In Asserts, the asserts:request:total records the total count of requests.

In SpringBoot, the request metrics for incoming requests are available through http_server_requests_seconds which is a Histogram. Similarly the request metrics for outgoing calls are available through http_client_requests_second which is also a Histogram. These metrics are mapped to asserts:request:total for incoming and outgoing requests.

# Incoming requests
- record: asserts:request:total
  expr: http_server_requests_seconds_count
  labels:
    asserts_name: http_server_requests_seconds_count
    asserts_request_type: inbound
    asserts_source: spring_boot

# Outgoing requests made through Spring classes like RestTemplate    
- record: asserts:request:total
  expr: http_client_requests_seconds_count
  labels:
    asserts_name: http_client_requests_seconds_count
    asserts_request_type: outbound
    asserts_source: spring_boot

Asserts Meta Label Description

Asserts Meta Label	Description
`asserts_name`	Used by Asserts to keep track of the source metric name from which an Asserts standard metric is recorded.
`asserts_request_type`	Used by Asserts to categorize requests into different kinds. By default, for all supported http based frameworks, Asserts categorizes requests into `inbound` for incoming requests and `outbound` for outgoing http calls. But these can be arbitrary names to group apis e.g. `timer_task.`
`asserts_request_context`	Used by Asserts to identify a unique request. For http requests, whether `inbound`, or `outbound`, this typically maps to the relative part of the request URI with the high cardinality parameters stripped off. For e.g. `/track/order/{}` with `{}` being a placeholder for an order id. Frameworks like Springboot actuator Prometheus metrics have labels like `uri`. A relabeling rule is used to map `uri` to `asserts_request_context`.
`asserts_source`	Used by Asserts to identify which framework/instrumentation captured the metric.

asserts_name

Used by Asserts to keep track of the source metric name from which an Asserts standard metric is recorded.

asserts_request_type

Used by Asserts to categorize requests into different kinds. By default, for all supported http based frameworks, Asserts categorizes requests into inbound for incoming requests and outbound for outgoing http calls. But these can be arbitrary names to group apis e.g. timer_task.

asserts_request_context

Used by Asserts to identify a unique request. For http requests, whether inbound, or outbound, this typically maps to the relative part of the request URI with the high cardinality parameters stripped off. For e.g. /track/order/{} with {} being a placeholder for an order id. Frameworks like Springboot actuator Prometheus metrics have labels like uri. A relabeling rule is used to map uri to asserts_request_context.

asserts_source

Used by Asserts to identify which framework/instrumentation captured the metric.

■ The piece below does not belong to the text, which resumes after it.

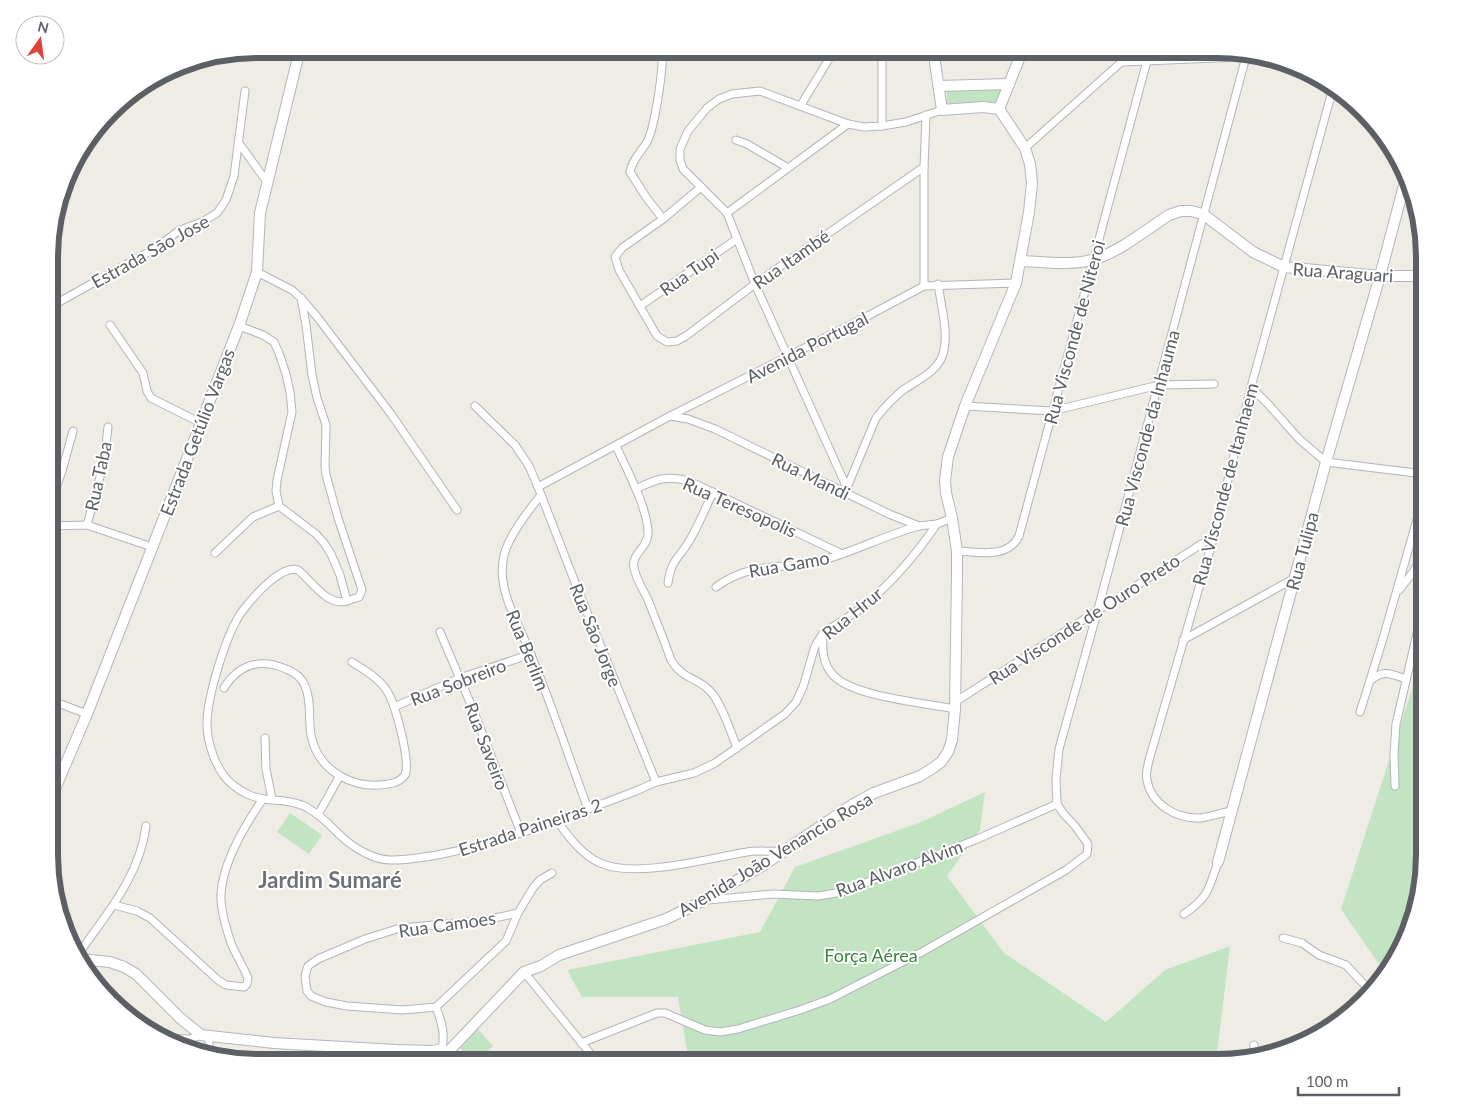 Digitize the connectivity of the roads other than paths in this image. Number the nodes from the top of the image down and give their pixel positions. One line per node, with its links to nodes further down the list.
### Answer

In the above Asserts meta labels, except for asserts_request_context the remaining labels are specified in the recording rule itself. The asserts_request_context is specified through a relabeling rule as follows

- source_labels: [asserts_name, uri]
  regex: http_.*_requests_seconds_.*;(.+) # spring boot server and client
  target_label: asserts_request_context
  replacement: $1

The label uri is available in both the server and client metrics. Notice how the asserts_name meta label is being used to target the relabeling only for the metrics of interest. Once these recording rules are added to Asserts, the following things will happen

The Request Rate will be computed and shown in the Service KPI Dashboard.
The Request Rate will be observed for anomalies, and the RequestRateAnomaly will be triggered when there are anomalies.

asserts:error:total

In Asserts, the asserts:error:total metric records the total count of errors, broken down by different error types. Let's add this rule for SpringBoot inbound and outbound requests

# Inbound request errors
- record: asserts:client:error:total
  expr: http_server_requests_seconds_count{status=~"4.."}
  labels:
    asserts_name: http_server_requests_seconds_count
    asserts_request_type: inbound
    asserts_source: spring_boot

- record: asserts:error:total
  expr: http_server_requests_seconds_count {status=~"5.."}
  labels:
    asserts_name: http_server_requests_seconds_count
    asserts_request_type: inbound
    asserts_error_type: server_errors
    asserts_source: spring_boot

# Outbound request errors
- record: asserts:error:total
  expr: http_client_requests_seconds_count{status=~"4.."}
  labels:
    asserts_name: http_client_requests_seconds_count
    asserts_request_type: outbound
    asserts_error_type: client_errors
    asserts_source: spring_boot

- record: asserts:error:total
  expr: http_client_requests_seconds_count{status=~"5.."}
  labels:
    asserts_name: http_client_requests_seconds_count
    asserts_request_type: outbound
    asserts_error_type: server_errors
    asserts_source: spring_boot

Notice how the status label from the Spring metric is used to classify errors into client_errors and server_errors. Once these rules are added, the following things will happen

The Error Ratio will be computed for all request contexts and shown in the Service KPI Dashboard.
The ErrorRatioBreach will be triggered if the ratio breaches a certain threshold.
The ErrorBuildup (multi burn-multi window) will be triggered if the error budget breaches.
The Error Ratio will be observed for anomalies and ErrorRatioAnomaly will be triggered when there are anomalies.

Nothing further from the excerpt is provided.